The Regulatory Role of MicroRNAs in EMT and Cancer

Apostolos Zaravinos  1
Affiliations
Review

The Regulatory Role of MicroRNAs in EMT and Cancer

Apostolos Zaravinos. J Oncol. 2015.

Abstract

The epithelial to mesenchymal transition (EMT) is a powerful process in tumor invasion, metastasis, and tumorigenesis and describes the molecular reprogramming and phenotypic changes that are characterized by a transition from polarized immotile epithelial cells to motile mesenchymal cells. It is now well known that miRNAs are important regulators of malignant transformation and metastasis. The aberrant expression of the miR-200 family in cancer and its involvement in the initiation and progression of malignant transformation has been well demonstrated.
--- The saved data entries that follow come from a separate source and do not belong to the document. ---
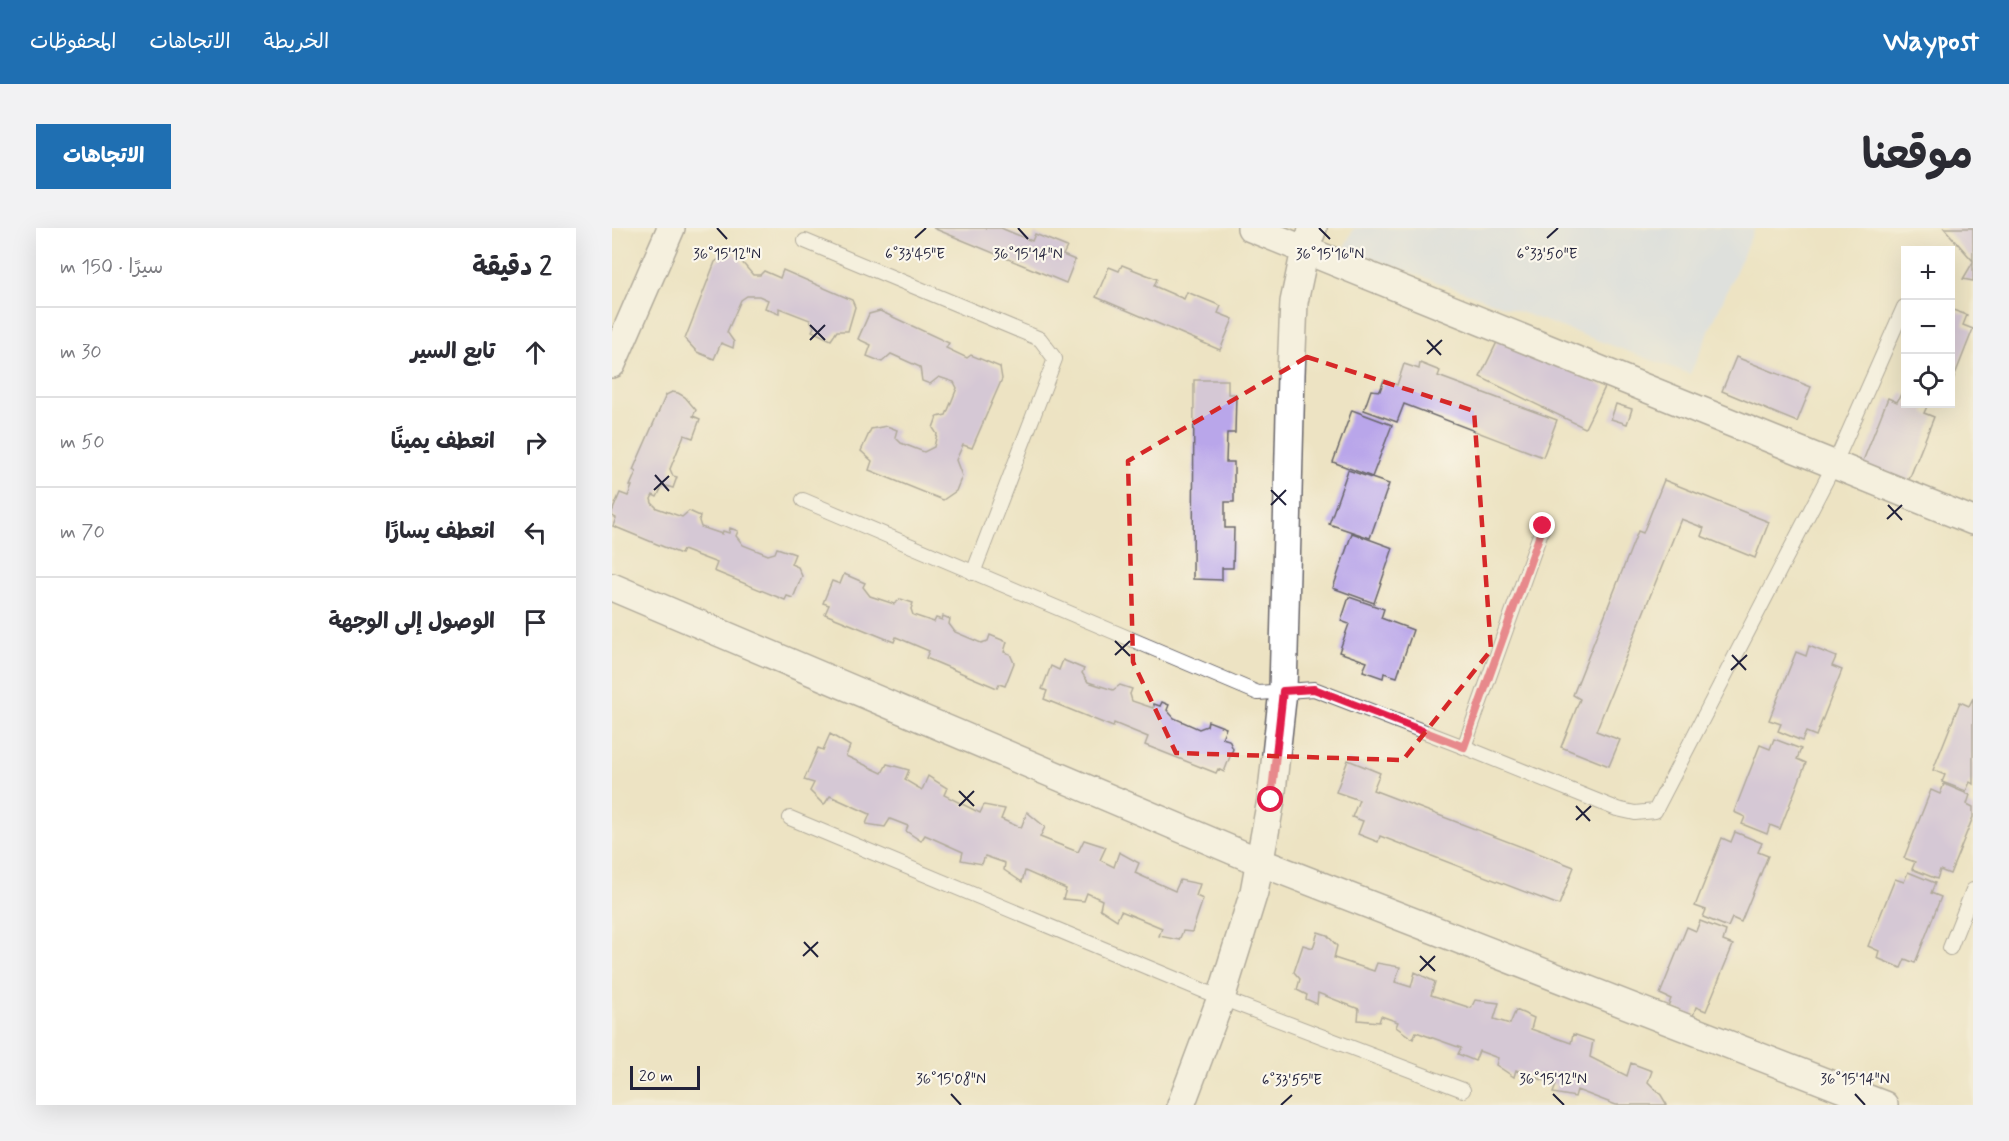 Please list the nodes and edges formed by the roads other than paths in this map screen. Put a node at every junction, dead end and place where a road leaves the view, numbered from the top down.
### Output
1 (671, 228) edge
2 (1251, 228) edge
3 (1309, 239) edge
4 (805, 241) dead end
5 (1901, 314) edge
6 (612, 364) edge
7 (1834, 465) junction
8 (803, 500) dead end
9 (1973, 521) edge
10 (1543, 526) dead end
11 (974, 573) junction
12 (612, 587) edge
13 (1283, 691) junction
14 (1464, 747) junction
15 (790, 818) dead end
16 (1260, 862) junction
17 (1973, 890) edge
18 (1950, 948) dead end
19 (1221, 998) junction
20 (1463, 1090) dead end
21 (1181, 1105) edge
22 (1884, 1105) edge

1 - 6 street
2 - 3 street
3 - 7 street
3 - 13 street
4 - 11 lane
5 - 7 lane
7 - 9 street
7 - 14 lane
8 - 11 lane
10 - 14 lane
11 - 13 lane
12 - 16 street
13 - 14 lane
13 - 16 street
15 - 19 lane
16 - 19 street
16 - 22 street
17 - 18 lane
19 - 20 lane
19 - 21 street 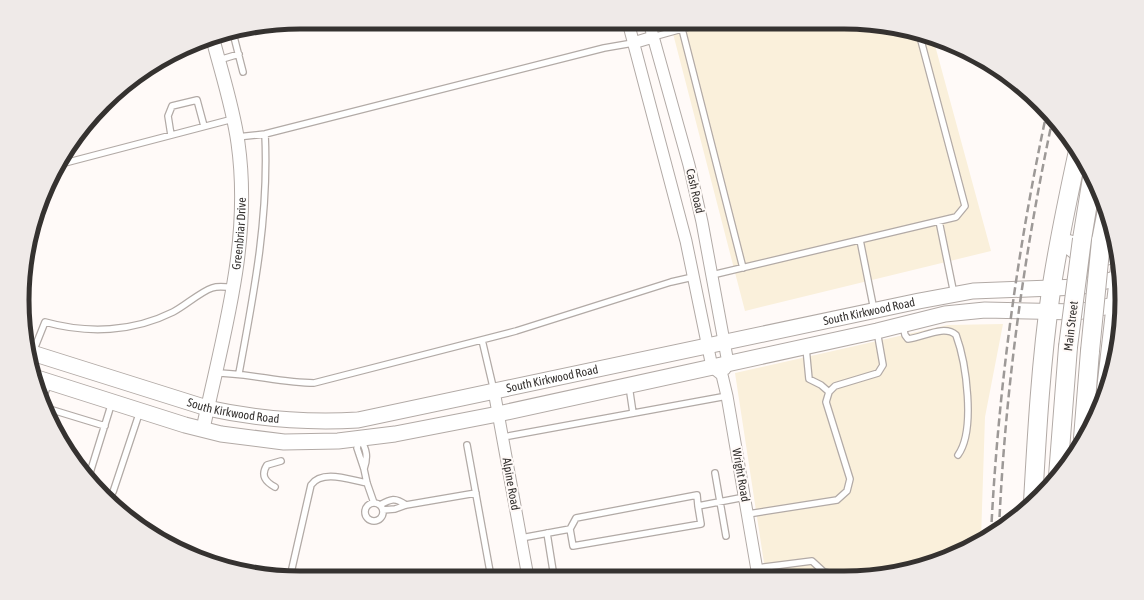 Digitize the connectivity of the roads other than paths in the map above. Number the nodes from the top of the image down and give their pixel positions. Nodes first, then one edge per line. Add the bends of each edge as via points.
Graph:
1 (630, 29) edge
2 (651, 29) edge
3 (682, 29) joint
4 (234, 37) edge
5 (653, 37) junction
6 (921, 40) edge
7 (214, 43) edge
8 (633, 43) junction
9 (239, 54) junction
10 (218, 60) junction
11 (243, 72) dead end
12 (233, 118) junction
13 (204, 126) junction
14 (265, 134) junction
15 (171, 135) junction
16 (237, 137) junction
17 (1076, 160) edge
18 (66, 163) edge
19 (1090, 188) edge
20 (938, 221) junction
21 (1104, 224) edge
22 (1061, 230) junction
23 (860, 240) junction
24 (1111, 254) edge
25 (743, 268) junction
26 (712, 275) junction
27 (693, 277) junction
28 (1114, 277) edge
29 (234, 288) junction
30 (1052, 289) junction
31 (954, 294) junction
32 (916, 301) junction
33 (898, 305) junction
34 (1115, 305) edge
35 (874, 310) junction
36 (1048, 312) junction
37 (920, 319) junction
38 (902, 324) junction
39 (877, 331) junction
40 (482, 340) junction
41 (723, 343) junction
42 (805, 345) junction
43 (707, 346) junction
44 (33, 348) edge
45 (34, 354) edge
46 (1044, 357) junction
47 (1107, 364) edge
48 (720, 368) junction
49 (215, 373) junction
50 (238, 373) junction
51 (43, 380) edge
52 (628, 385) junction
53 (494, 391) junction
54 (829, 392) junction
55 (728, 396) junction
56 (112, 402) junction
57 (207, 408) junction
58 (53, 410) edge
59 (140, 411) junction
60 (633, 413) junction
61 (498, 414) junction
62 (358, 420) junction
63 (105, 426) junction
64 (1084, 426) edge
65 (203, 430) junction
66 (503, 437) junction
67 (360, 439) junction
68 (467, 445) dead end
69 (958, 455) dead end
70 (281, 462) dead end
71 (1059, 465) edge
72 (90, 472) edge
73 (715, 473) dead end
74 (367, 483) junction
75 (275, 487) dead end
76 (113, 492) dead end
77 (476, 493) junction
78 (1034, 494) edge
79 (745, 498) junction
80 (720, 502) junction
81 (406, 504) junction
82 (379, 506) junction
83 (698, 506) junction
84 (748, 514) junction
85 (570, 529) junction
86 (546, 533) junction
87 (726, 536) dead end
88 (521, 538) junction
89 (291, 571) edge
90 (490, 571) edge
91 (527, 571) edge
92 (553, 571) edge
93 (758, 571) edge
94 (761, 571) edge
95 (823, 571) edge

1 - 8 street, Cash Road
2 - 5 street, Cash Road
3 - 5 lane
3 - 25 lane
4 - 9 lane
5 - 8 street
5 - 26 street, Cash Road via 690,165
6 - 20 lane via 965,206 956,217
7 - 10 street, Greenbriar Drive
8 - 14 lane via 604,48
8 - 27 street, Cash Road via 686,241
9 - 10 lane
9 - 11 lane
10 - 12 street, Greenbriar Drive
12 - 13 lane
12 - 16 street, Greenbriar Drive
13 - 15 lane
13 - 15 lane via 198,100 172,106 168,116
14 - 16 lane
14 - 50 lane via 267,170 262,245
15 - 18 lane
16 - 29 street, Greenbriar Drive via 241,170 241,234
17 - 22 highway
19 - 71 highway, Main Street, bridge via 1068,347
20 - 23 lane
20 - 31 lane
21 - 64 highway, Main Street, bridge
22 - 24 highway via 1065,241 1073,249 1087,256
22 - 30 highway
23 - 25 lane
23 - 35 lane
25 - 26 lane
26 - 41 street, Cash Road
27 - 40 lane
27 - 43 street, Cash Road
28 - 30 main road, South Kirkwood Road via 1079,287
29 - 44 lane via 212,288 159,319 121,328 85,330 45,322
29 - 49 street, Greenbriar Drive
30 - 31 main road, South Kirkwood Road via 973,291
30 - 36 highway
31 - 32 main road, South Kirkwood Road
32 - 33 main road, South Kirkwood Road
32 - 37 main road
33 - 35 main road, South Kirkwood Road
33 - 38 main road
34 - 36 main road, South Kirkwood Road via 1077,312
35 - 39 main road
35 - 41 main road, South Kirkwood Road
36 - 37 main road, South Kirkwood Road via 970,311
36 - 46 highway
37 - 38 main road, South Kirkwood Road
38 - 39 main road, South Kirkwood Road
38 - 69 lane via 908,340 943,331 956,335 969,392 965,438
39 - 42 main road, South Kirkwood Road
39 - 54 lane via 883,364 878,373 835,386
40 - 50 lane via 314,383
40 - 53 lane
41 - 43 main road, South Kirkwood Road
41 - 48 street, Cash Road
42 - 48 main road, South Kirkwood Road
42 - 54 lane via 809,379
43 - 48 street, Wright Road
43 - 53 main road, South Kirkwood Road
45 - 57 main road, South Kirkwood Road
46 - 47 highway via 1052,343 1059,338 1074,334 1086,335 1099,341 1105,350
46 - 78 highway
48 - 52 main road, South Kirkwood Road
48 - 55 street, Wright Road
49 - 50 lane
49 - 57 street, Greenbriar Drive
51 - 56 main road, South Kirkwood Road
52 - 60 lane
52 - 61 main road, South Kirkwood Road
53 - 61 street, Alpine Road
53 - 62 main road, South Kirkwood Road
54 - 84 lane via 826,402 850,479 847,492 837,500
55 - 60 lane
55 - 79 street, Wright Road
56 - 59 main road, South Kirkwood Road
56 - 63 lane
57 - 62 main road, South Kirkwood Road via 234,414 297,421
57 - 65 street, Greenbriar Drive
58 - 63 lane
59 - 65 main road, South Kirkwood Road
59 - 76 lane
60 - 66 lane
61 - 66 street, Alpine Road
61 - 67 main road, South Kirkwood Road
62 - 67 main road
63 - 72 lane
65 - 67 main road, South Kirkwood Road via 284,442
66 - 88 street, Alpine Road
67 - 74 lane via 357,448
68 - 77 lane
70 - 75 lane via 267,465 265,468 264,478
73 - 80 lane
74 - 82 lane
74 - 89 lane via 324,476 314,480
77 - 81 lane
77 - 90 lane
79 - 80 lane
79 - 84 street, Wright Road
80 - 83 lane
80 - 87 lane
81 - 82 lane via 395,509
81 - 82 lane via 392,499
83 - 85 lane via 697,495 576,518
83 - 85 lane via 701,524 573,546
84 - 93 street, Wright Road
85 - 86 lane
86 - 88 lane
86 - 92 lane
88 - 91 street, Alpine Road
94 - 95 lane via 792,562 812,561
The metastasis suppressive role of the miR-200 members is strongly associated with a pathologic EMT. This review describes the most recent advances regarding the influence of miRNAs in EMT and the control they exert in major signaling pathways in various cancers. The ability of the autocrine TGF-β/ZEB/miR-200 signaling regulatory network to control cell plasticity between the epithelial and mesenchymal state is further discussed. Various miRNAs are reported to directly target EMT transcription factors and components of the cell architecture, as well as miRNAs that are able to reverse the EMT process by targeting the Notch and Wnt signaling pathways. The link between cancer stem cells and EMT is also reported and the most recent developments regarding clinical trials that are currently using anti-miRNA constructs are further discussed.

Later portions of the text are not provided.